A) 1 Streaming query for all topics
If i use one streaming query, then the RDD/DF should contains data from multiple topics. I could filter the dataframe i.e. create 1 df per topic after the read from kafka, and then do the write of each dataframe separately in its corresponding table.
I saw the following stackoverflow thread which all advocate for that appraoch here:
- Can I "branch" stream into many and write them in parallel in pyspark?
- What is the best way of reading multiple kafka topics in spark streaming?
- Spark Structured Streaming reading from multiple Kafka topics with multiple read streams
However there is a warning here
that suggest to push things down into forEachBatch because of the lineage or more specifically, because the source would be red multiple time if the filter is not pushed down in foreachBatch
This is repeated here
B) 1 Streaming query per topics
Everything is independent. I have a query per topic. This feels less efficient tho.
Questions:
A-1) What happen if some topics don't have data coming in frequently, and other have a lot of incoming data ? Can that affect the overall processing ?
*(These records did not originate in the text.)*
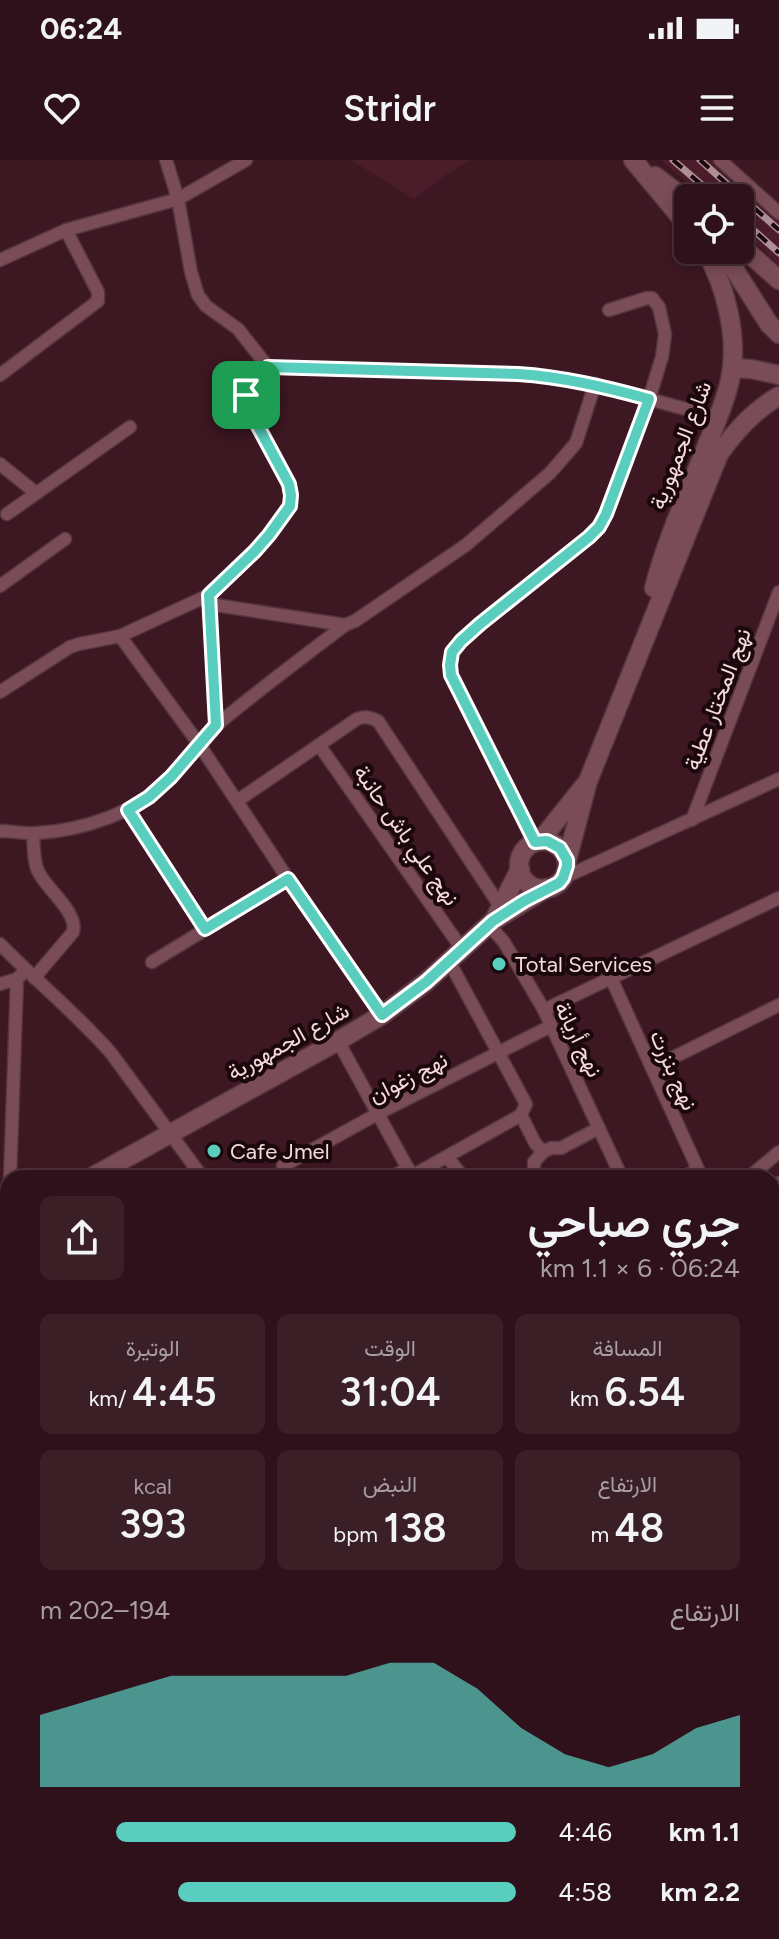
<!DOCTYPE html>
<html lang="ar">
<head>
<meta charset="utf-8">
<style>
	:root { --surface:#2e111a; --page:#3a1f27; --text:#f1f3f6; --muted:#a79da2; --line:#493139; --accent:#59cebf }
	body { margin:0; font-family:Figtree,Vazirmatn,sans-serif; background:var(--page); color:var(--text); direction:rtl; height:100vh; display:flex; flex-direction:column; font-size:30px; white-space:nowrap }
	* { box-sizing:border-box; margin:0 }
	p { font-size:26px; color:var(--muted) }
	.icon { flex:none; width:44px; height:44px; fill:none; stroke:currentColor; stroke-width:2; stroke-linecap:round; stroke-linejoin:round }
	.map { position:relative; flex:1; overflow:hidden; direction:ltr }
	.sheet { position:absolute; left:0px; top:1010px; width:780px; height:770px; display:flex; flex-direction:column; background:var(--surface); border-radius:24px 24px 0 0; box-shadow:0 4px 12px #0003,0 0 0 2px var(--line); direction:rtl }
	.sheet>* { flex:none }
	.tools { position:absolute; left:674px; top:24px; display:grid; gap:16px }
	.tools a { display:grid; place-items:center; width:80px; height:80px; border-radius:12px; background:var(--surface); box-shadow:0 4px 12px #0003,0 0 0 2px var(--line); font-size:40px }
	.pin { position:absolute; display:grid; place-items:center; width:68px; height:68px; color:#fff; margin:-34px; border-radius:16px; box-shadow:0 4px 12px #0006 }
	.round { display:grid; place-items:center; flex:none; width:84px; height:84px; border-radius:12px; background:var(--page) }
	.overview { display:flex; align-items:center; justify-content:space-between; height:136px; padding:0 40px }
	h1 { font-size:44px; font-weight:600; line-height:60px }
	.stats { display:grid; grid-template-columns:repeat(3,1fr); gap:12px; height:136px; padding:8px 40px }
	.stats div { display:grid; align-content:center; border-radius:12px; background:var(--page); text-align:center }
	.stats b { font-size:40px; font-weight:600 }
	.stats small { font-size:22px; font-weight:400 }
	.stats p { font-size:22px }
	.chart { height:224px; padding:16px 40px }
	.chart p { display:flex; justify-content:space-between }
	.chart svg { width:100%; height:144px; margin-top:8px; fill:var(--accent); opacity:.7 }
	ul { padding:0 40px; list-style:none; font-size:26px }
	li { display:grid; grid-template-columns:128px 96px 1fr; align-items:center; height:60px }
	li i { height:20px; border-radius:10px; background:var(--accent) }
	.status { display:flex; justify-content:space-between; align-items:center; height:56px; padding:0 40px; background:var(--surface); direction:ltr }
	.status svg { height:22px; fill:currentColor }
	header { display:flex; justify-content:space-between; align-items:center; height:104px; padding:0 40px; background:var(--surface); font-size:36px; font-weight:600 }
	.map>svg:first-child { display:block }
	.built { fill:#4b1d2b }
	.green { fill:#364508 }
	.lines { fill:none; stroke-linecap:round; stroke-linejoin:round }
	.street-casing { stroke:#55353f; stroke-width:15 }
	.secondary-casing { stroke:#55353f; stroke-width:21 }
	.street { stroke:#794c57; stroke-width:12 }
	.secondary { stroke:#794c57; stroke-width:18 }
	.rail-casing { stroke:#af8f97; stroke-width:7 }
	.rail { stroke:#1a080d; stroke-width:4; stroke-dasharray:12; stroke-linecap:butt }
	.route-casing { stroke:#fff; stroke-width:16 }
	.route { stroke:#59cebf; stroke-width:10 }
	.poi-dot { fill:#59cebf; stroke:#1a080d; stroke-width:3 }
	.labels { text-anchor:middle; stroke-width:8; stroke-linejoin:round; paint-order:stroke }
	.street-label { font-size:22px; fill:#f6dae0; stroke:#1a080d }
	.poi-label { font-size:22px; fill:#f6dae0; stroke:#1a080d; text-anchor:start }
</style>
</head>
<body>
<div class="status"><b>06:24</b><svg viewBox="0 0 49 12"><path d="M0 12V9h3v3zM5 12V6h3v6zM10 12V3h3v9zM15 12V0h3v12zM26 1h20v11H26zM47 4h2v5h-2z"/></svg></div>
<header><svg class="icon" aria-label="menu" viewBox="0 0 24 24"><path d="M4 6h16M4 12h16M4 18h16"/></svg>Stridr<svg class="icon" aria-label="heart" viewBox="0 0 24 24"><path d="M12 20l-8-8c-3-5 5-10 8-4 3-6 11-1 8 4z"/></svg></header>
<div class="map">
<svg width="779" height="1779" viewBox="0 0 779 1779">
	<rect width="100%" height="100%" fill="#3d1722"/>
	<g class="built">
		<path d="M351 0H470L446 15 414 39Z"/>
		<path d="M661 0H713L761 42 779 58V105L740 68V38H705Z"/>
	</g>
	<path class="green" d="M258 1772H625L605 1779H265Z"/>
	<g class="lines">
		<defs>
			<g id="street">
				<path d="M166 0 178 39 191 112 198 135 206 146 238 169 268 207"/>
				<path d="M720 0 779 53"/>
				<path d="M0 100 66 70 178 39 246 0"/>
				<path d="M268 207 518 214C587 219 651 240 718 258"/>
				<path d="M0 215 98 141V132L66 70"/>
				<path d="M0 304 36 333"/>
				<path d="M7 354 130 267"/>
				<path d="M0 426 65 379"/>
				<path d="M209 436 216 565"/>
				<path d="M209 444 345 465 355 461 466 385 550 313 576 283 595 224"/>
				<path d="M120 476 199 584 288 719 382 855"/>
				<path d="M0 532 70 487 79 484 120 476 209 435 255 391 269 375 290 346 291 335 289 324 246 244C245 228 257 218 268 207"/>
				<path d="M319 585 462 789"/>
				<path d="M237 641 357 559C365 556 370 557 378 561L500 746"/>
				<path d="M128 650 205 769"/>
				<path d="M692 660 779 432"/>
				<path d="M0 671C12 671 25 674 37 673 85 670 136 653 170 618 187 601 200 579 219 563 260 529 303 497 345 465"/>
				<path d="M33 674C34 686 33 702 39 713 47 729 79 754 73 772L34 818"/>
				<path d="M535 682 451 515 450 505 452 492 461 481 480 464 589 377 599 367 606 354 649 239 662 197 665 174 659 147 652 138H647L609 150"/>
				<path d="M563 718 779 619"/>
				<path d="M489 765 504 782 544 850 622 1018"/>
				<path d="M0 784C36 821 77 854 111 893L203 1018"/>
				<path d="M449 801 526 944 521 955 535 983 543 992"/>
				<path d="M152 802 288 719"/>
				<path d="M611 818 702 1018"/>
				<path d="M0 824 17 819 22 814"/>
				<path d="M544 850 779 738"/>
				<path d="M338 881 413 1018"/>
				<path d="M652 908 779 845"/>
				<path d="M447 997 464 1018"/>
				<path d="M412 1016 521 955"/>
				<path d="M10 1018 17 819"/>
				<path d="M290 1018 283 1006 379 953 551 866"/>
				<path d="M390 1018 408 1008"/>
				<path d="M529 1018 534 1015V1002L543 992 551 988H561L599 968"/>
				<path d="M681 1018 698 1010"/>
				<path d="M748 1018 779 992"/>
				<path d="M772 1029 779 1023"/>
				<path d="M772 1155 779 1168"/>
				<path d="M772 1246 779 1243"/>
				<path d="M772 1340 779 1336"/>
				<path d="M772 1468 779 1454"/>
				<path d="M772 1562 779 1579"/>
				<path d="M772 1758 779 1776"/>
				<path d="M656 1772 658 1779"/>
				<path d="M624 1779 643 1772"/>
			</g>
			<g id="secondary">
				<path d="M633 0 688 66"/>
				<path d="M655 16 688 41"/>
				<path d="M740 85 779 120"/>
				<path d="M722 90 769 164 779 174"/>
				<path d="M732 208 751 209 779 215"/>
				<path d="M654 428C666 381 687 335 705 290 714 267 725 244 730 220 739 179 726 126 705 90"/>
				<path d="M540 681 584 626"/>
				<circle cx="543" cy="705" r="24"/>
				<path d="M567 700 588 621 719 294C736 270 754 250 779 236"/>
				<path d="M494 760 520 709"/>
				<path d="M90 1018 338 881 382 855 426 822 493 761 547 728"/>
				<path d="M0 1062 8 1057"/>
				<path d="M0 1460 8 1473"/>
				<path d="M243 1772 249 1779"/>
			</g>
		</defs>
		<use href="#street" class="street-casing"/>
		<use href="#secondary" class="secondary-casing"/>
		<use href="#street" class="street"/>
		<use href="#secondary" class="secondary"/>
		<defs>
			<g id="rail">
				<path d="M673 0 717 38"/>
				<path d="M700 0 779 70"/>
				<path d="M740 58 779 93"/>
			</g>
		</defs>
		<use href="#rail" class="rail-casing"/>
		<use href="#rail" class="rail"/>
	</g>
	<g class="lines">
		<defs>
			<path id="route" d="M268 207 518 214C563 217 605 227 649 239L606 354 599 367 589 377 480 464 461 481 452 492 450 505 451 515 535 682 547 681 560 688 567 700V706L563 718 559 723 524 741 493 761 426 822 382 855 288 719 205 769 128 650 149 637 171 617 216 565 209 435 255 391 269 375 290 346 291 335 289 324 246 244C245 228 257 218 268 207Z"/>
		</defs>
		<use href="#route" class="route-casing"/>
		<use href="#route" class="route"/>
	</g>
	<g class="poi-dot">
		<circle cx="499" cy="804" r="8"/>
		<circle cx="214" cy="991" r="8"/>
	</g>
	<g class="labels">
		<g class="street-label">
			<text transform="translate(680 285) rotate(-69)" y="8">شارع الجمهورية</text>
			<text transform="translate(717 539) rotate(-69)" y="8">نهج المختار عطية</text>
			<text transform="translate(407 675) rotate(55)" y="8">نهج علي باش حانبة</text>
			<text transform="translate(579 879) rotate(64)" y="8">نهج أريانة</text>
			<text transform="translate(288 881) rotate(-29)" y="8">شارع الجمهورية</text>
			<text transform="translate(674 910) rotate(66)" y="8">نهج بنزرت</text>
			<text transform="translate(408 917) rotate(-27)" y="8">نهج زغوان</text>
		</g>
		<g class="poi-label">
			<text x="515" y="812">Total Services</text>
			<text x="230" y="999">Cafe Jmel</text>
		</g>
	</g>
</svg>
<div class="tools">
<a><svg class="icon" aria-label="locate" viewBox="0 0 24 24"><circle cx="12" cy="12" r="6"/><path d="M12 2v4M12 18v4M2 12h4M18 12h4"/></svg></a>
</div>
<div class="pin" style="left:246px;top:235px;background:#1e9e55"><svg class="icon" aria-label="arrive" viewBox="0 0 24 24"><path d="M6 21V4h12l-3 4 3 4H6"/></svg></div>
<section class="sheet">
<div class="overview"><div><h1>جري صباحي</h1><p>06:24 · 6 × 1.1 km</p></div><a class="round"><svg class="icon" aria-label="share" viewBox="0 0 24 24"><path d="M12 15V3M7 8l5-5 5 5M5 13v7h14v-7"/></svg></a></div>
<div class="stats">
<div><p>المسافة</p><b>6.54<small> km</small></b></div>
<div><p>الوقت</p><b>31:04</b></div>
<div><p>الوتيرة</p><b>4:45<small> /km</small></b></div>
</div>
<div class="stats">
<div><p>الارتفاع</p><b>48<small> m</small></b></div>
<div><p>النبض</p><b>138<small> bpm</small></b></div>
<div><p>kcal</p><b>393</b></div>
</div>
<div class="chart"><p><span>الارتفاع</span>194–202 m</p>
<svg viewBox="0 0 160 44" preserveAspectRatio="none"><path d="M0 44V22L10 18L20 14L30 10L40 10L50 10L60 10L70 10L80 6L90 6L100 14L110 26L120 34L130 38L140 34L150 26L160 22V44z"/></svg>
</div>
<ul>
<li><b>1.1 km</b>4:46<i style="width:84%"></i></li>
<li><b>2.2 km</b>4:58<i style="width:71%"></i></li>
</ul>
</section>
</div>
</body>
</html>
A-2) I wonder if the order of the message is maintained in that scenario, which matter in my situation as they represent Entity Update (new version of an entity i.e. not the delta change of the entity).
A-B) What are the implication of each approach with respect to performance & concurrency, and is there a third option to deal with this scenario ? It seems to me that the outcome is very similar but i don't know the internal of the kafka source enough to make that call.